[Problem to solve] Among the entries below, determine how many lines contain the word "Gade" and state only that figure.

[Data in this exercise Boundary: Start]

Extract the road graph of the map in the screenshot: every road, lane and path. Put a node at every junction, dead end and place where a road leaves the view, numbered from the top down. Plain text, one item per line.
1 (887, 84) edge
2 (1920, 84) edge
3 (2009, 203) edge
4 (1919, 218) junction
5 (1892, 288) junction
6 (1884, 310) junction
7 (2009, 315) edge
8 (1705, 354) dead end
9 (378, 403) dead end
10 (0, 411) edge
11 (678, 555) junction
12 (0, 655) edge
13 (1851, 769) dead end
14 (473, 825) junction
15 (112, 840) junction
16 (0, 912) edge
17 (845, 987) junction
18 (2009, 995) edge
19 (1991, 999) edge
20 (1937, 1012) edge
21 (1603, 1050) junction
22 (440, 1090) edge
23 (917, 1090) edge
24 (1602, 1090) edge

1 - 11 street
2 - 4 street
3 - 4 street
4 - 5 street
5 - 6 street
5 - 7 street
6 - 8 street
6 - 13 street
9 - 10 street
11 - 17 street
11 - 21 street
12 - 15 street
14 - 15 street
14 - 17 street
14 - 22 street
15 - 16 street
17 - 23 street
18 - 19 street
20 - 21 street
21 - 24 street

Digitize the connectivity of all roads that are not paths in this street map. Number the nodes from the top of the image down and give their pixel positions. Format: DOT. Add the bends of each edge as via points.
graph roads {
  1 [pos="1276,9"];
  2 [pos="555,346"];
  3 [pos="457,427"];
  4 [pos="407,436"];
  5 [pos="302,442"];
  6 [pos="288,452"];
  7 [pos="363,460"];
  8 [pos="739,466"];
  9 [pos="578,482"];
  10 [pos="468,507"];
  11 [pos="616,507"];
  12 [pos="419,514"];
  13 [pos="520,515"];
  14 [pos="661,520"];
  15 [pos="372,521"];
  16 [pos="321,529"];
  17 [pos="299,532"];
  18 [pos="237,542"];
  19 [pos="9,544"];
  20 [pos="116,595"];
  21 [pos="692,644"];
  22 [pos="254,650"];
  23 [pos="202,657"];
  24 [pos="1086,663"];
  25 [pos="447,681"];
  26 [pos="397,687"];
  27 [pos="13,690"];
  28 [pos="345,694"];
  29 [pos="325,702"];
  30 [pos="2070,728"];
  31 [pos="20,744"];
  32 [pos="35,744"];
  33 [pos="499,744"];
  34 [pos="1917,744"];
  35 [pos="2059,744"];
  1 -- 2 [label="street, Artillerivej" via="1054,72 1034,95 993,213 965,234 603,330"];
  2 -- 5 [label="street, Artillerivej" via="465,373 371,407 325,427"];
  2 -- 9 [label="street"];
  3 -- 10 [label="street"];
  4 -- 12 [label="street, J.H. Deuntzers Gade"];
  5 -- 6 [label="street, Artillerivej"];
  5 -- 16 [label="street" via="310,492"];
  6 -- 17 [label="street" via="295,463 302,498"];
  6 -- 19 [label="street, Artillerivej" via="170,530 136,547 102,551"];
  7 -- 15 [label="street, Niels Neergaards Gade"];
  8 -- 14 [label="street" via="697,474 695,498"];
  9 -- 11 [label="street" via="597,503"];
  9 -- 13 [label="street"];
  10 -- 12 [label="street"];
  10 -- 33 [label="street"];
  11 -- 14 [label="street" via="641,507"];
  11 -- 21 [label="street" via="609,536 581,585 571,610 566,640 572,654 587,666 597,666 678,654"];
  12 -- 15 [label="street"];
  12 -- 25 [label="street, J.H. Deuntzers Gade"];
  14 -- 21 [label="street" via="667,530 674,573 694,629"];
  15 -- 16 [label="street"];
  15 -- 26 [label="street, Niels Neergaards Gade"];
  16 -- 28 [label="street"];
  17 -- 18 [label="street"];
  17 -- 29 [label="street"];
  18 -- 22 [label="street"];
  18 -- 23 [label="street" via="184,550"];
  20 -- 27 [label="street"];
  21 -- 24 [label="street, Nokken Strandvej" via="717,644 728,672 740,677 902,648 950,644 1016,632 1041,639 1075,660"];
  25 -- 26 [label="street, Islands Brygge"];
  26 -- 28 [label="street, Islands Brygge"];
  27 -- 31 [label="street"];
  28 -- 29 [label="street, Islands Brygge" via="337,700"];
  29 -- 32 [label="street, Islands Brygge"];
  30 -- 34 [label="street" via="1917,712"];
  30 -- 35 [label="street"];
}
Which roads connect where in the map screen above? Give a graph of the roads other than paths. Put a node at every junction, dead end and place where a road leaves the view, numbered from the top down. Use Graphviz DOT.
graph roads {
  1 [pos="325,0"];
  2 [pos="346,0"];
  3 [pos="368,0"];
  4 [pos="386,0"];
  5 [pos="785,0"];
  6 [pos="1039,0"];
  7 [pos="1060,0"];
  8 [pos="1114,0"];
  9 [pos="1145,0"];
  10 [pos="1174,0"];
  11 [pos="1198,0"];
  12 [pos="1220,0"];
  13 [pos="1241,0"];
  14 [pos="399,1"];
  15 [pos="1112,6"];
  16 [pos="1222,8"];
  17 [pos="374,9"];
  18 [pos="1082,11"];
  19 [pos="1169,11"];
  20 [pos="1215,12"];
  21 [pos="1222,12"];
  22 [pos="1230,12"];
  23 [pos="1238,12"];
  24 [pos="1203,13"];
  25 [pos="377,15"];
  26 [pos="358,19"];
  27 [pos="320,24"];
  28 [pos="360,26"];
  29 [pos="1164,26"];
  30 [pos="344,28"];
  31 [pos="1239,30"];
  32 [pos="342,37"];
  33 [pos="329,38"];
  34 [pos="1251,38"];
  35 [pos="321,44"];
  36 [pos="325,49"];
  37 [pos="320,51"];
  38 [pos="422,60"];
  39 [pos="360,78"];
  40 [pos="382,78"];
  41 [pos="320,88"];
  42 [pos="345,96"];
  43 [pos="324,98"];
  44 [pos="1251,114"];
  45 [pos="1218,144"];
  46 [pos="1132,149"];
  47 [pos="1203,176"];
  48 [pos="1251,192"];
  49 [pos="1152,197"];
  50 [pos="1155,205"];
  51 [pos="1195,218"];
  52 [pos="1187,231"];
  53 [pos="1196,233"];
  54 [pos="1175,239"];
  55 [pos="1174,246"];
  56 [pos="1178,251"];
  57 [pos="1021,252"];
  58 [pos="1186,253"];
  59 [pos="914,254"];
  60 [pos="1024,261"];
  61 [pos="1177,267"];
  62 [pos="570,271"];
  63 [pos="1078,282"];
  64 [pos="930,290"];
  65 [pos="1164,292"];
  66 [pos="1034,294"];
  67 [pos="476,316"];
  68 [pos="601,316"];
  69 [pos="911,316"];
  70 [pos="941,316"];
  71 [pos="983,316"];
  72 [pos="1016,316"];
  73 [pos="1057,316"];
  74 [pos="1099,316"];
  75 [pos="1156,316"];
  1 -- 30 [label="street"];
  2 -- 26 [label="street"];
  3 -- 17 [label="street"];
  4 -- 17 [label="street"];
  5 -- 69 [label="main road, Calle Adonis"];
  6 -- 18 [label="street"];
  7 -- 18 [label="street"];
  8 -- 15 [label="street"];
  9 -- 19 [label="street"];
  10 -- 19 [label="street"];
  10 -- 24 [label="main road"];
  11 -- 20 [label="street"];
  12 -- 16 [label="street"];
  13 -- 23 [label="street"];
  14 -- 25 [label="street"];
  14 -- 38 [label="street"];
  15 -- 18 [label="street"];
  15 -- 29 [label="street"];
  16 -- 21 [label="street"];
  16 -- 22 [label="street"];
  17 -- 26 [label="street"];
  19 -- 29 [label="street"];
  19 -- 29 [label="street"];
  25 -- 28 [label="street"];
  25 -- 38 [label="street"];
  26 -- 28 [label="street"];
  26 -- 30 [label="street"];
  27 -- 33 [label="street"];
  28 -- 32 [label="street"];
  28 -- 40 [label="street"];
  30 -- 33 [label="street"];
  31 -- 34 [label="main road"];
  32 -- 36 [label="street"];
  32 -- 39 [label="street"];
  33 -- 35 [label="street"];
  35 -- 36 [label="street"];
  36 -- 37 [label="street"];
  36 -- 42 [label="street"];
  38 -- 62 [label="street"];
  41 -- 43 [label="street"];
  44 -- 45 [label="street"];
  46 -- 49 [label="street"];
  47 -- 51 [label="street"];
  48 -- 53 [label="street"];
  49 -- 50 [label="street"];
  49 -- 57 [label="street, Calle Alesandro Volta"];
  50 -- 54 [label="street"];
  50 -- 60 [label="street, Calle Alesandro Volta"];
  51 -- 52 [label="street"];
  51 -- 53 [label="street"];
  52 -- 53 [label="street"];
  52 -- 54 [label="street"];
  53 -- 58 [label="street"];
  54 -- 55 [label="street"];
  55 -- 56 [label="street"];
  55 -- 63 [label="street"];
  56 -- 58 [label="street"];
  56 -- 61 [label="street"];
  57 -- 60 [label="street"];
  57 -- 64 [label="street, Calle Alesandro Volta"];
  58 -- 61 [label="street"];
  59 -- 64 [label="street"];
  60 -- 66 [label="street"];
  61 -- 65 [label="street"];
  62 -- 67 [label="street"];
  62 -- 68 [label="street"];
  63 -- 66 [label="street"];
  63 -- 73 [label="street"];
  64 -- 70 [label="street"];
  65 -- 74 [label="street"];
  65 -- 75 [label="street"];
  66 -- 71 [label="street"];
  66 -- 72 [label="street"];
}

[Data in this exercise Boundary: End]

[Written answer] 4